The point is to make this shift obvious:
> route changes first repair move
> first repair move changes visible state
That is the shared teaching spine across all four demos.
---
## 10. Mode conventions
The official demo pack currently uses two practical public modes.
### Replay mode
Replay mode is the default teaching mode.
Recommended shared label:
* `MODE = "replay"`
Replay mode should work without an API key.
### Live mode
Live mode is currently only relevant where live comparison adds real proof value.
Recommended shared label:
* `MODE = "live"`
In the current MVP pack:
* Demo 1 supports live mode
* Demo 2 is replay-only
* Demo 3 is replay-only
* Demo 4 is replay-only
### Important rule
Shared helpers and notebook conventions must not assume that all official demos are live-first.
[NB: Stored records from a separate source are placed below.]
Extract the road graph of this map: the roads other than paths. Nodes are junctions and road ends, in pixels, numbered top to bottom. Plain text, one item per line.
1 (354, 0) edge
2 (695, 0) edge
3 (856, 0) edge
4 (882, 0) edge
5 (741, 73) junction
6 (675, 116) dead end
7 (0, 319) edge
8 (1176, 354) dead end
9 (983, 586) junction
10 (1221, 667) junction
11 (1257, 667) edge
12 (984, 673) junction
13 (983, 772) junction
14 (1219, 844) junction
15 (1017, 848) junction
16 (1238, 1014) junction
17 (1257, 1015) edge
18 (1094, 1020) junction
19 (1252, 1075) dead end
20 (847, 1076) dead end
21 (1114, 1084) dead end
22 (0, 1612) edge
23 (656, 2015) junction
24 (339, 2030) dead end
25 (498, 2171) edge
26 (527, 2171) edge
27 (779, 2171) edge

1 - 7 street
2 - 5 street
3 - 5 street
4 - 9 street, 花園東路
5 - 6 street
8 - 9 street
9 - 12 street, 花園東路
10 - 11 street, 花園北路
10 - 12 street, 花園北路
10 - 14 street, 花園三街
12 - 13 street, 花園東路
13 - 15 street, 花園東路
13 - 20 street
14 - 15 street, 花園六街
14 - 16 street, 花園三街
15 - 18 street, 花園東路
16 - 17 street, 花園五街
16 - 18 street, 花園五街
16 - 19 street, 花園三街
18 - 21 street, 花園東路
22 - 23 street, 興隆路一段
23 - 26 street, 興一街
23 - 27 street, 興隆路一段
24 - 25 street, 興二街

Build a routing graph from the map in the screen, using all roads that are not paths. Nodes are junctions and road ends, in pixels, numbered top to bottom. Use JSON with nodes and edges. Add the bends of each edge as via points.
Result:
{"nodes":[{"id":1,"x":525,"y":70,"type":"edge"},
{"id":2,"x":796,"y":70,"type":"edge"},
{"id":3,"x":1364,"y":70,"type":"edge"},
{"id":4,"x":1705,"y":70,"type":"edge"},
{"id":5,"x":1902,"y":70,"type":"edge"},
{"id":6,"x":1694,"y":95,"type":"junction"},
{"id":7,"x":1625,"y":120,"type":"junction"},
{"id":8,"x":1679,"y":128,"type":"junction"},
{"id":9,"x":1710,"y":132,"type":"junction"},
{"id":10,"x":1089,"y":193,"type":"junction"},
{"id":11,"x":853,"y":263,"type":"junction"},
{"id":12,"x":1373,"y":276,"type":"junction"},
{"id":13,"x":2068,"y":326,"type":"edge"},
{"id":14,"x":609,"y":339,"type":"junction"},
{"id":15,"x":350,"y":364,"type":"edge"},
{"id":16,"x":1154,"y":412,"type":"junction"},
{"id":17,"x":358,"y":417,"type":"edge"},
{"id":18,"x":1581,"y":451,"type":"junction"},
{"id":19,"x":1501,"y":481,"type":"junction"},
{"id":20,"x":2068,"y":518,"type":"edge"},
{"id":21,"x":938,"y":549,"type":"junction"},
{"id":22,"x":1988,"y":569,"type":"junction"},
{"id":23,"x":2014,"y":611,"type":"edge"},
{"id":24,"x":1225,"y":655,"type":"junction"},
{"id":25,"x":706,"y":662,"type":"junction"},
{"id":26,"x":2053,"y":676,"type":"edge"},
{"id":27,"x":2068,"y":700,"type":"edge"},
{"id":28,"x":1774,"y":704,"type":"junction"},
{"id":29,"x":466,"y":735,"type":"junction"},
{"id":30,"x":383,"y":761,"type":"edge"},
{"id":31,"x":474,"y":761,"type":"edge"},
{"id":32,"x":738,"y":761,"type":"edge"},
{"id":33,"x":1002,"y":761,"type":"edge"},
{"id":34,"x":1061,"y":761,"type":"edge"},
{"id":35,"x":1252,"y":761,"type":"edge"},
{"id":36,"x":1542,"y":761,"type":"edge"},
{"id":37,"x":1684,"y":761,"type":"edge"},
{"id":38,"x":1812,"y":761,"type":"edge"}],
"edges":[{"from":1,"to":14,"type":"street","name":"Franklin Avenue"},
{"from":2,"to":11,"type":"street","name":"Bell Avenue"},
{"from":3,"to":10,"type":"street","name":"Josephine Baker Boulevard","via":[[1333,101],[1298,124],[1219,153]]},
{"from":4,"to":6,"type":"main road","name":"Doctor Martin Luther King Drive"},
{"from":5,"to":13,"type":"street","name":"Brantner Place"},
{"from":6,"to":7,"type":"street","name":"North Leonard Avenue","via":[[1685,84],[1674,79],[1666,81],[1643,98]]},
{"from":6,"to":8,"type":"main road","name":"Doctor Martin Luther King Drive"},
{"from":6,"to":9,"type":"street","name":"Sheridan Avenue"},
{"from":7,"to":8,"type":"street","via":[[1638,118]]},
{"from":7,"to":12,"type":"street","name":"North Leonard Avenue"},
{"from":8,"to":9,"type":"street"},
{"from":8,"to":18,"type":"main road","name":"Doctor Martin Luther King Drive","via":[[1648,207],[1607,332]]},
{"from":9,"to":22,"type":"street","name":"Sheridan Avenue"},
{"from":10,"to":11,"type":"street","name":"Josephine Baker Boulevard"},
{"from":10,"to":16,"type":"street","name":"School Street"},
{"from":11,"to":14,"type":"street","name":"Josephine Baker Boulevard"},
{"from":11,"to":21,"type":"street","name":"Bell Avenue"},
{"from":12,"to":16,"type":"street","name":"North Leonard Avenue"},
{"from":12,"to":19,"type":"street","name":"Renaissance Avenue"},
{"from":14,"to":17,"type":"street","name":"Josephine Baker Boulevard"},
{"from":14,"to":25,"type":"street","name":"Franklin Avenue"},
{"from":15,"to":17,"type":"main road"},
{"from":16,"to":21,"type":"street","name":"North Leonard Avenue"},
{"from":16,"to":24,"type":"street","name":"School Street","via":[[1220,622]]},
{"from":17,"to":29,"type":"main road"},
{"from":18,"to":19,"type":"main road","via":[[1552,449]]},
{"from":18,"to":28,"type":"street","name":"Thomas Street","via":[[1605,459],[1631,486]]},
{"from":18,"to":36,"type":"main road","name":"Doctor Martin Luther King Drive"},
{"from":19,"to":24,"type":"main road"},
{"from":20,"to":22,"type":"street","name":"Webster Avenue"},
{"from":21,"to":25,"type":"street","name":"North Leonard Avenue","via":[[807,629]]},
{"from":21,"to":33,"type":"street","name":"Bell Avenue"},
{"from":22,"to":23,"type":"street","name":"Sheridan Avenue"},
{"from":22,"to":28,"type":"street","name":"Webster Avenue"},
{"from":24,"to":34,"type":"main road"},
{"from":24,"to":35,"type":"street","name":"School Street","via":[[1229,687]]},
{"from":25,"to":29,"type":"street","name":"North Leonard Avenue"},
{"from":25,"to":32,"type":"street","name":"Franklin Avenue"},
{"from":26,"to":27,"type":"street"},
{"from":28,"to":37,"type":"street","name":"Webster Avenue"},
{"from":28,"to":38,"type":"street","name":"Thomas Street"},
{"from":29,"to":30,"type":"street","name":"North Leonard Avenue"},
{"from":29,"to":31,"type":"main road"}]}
The pack is **replay-first by design**.
---
## 11. Naming conventions
### Notebook naming
Recommended notebook naming pattern:
* `demo_01_f1_grounding_anchor_recovery_live.ipynb`
* `demo_02_f5_observability_first_replay.ipynb`
* `demo_03_f4_execution_closure_replay.ipynb`
* `demo_04_f7_container_fidelity_replay.ipynb`
This pattern is preferred because it makes visible:
* demo number
* family
* theme
* mode
### JSON naming
The shared JSON naming pattern should remain:
* `input_case.json`
* `replay_outputs.json`
* `expected_output.json`
Do not invent a new filename pattern for each demo.
---
## 12. What should remain stable across official demos
The following should remain stable unless a later patch explicitly changes them.
### Stable elements
* the three JSON filenames
* the route summary spine
* replay-first public teaching logic
* expected output minimum fields
* mode labels
* notebook naming style
### Flexible elements
* case-specific content fields
* baseline wording
* repaired wording
* local notes
* case-specific replay labels
This balance is important.
Too much variation makes the demo pack messy.
Too much forced sameness makes the demos less teachable.
---
## 13. What this schema is trying to prevent
This schema exists to prevent three kinds of drift.
### 1. Naming drift
Where each demo starts using different route field names for the same concept.
### 2. Replay drift
Where each demo starts showing before / after in a different structure, making comparison harder.
### 3. Mode drift
Where helpers or notebooks silently assume live mode is central, even though the official pack is replay-first.
---
## 14. Patch discipline for this schema
This schema is stable, but not frozen forever.
### Small patch
Use for:
* wording cleanup
* minor field note clarification
* stronger examples
* naming consistency improvements
### Medium patch
Use for:
* adding one clearly reusable shared field
* changing replay output conventions across the official demo pack
* introducing a new stable field family used in multiple demos
### Large patch
Only use if:
* the official demo pack changes its core mode strategy
* the shared route spine changes
* the three-file structure is replaced
* a broader official runtime layer is introduced
At the current stage, no large patch is justified.
---
## 15. One-line version
**This file defines the small shared routing and output conventions that keep the official flagship demos aligned, replay-first, and easy to inspect.**
---
## Closing note
A good demo pack should feel like one system, not four unrelated notebooks.
This schema exists to support that goal.
It should keep the official demos aligned enough to feel coherent, while still leaving each demo enough room to teach its own case cleanly.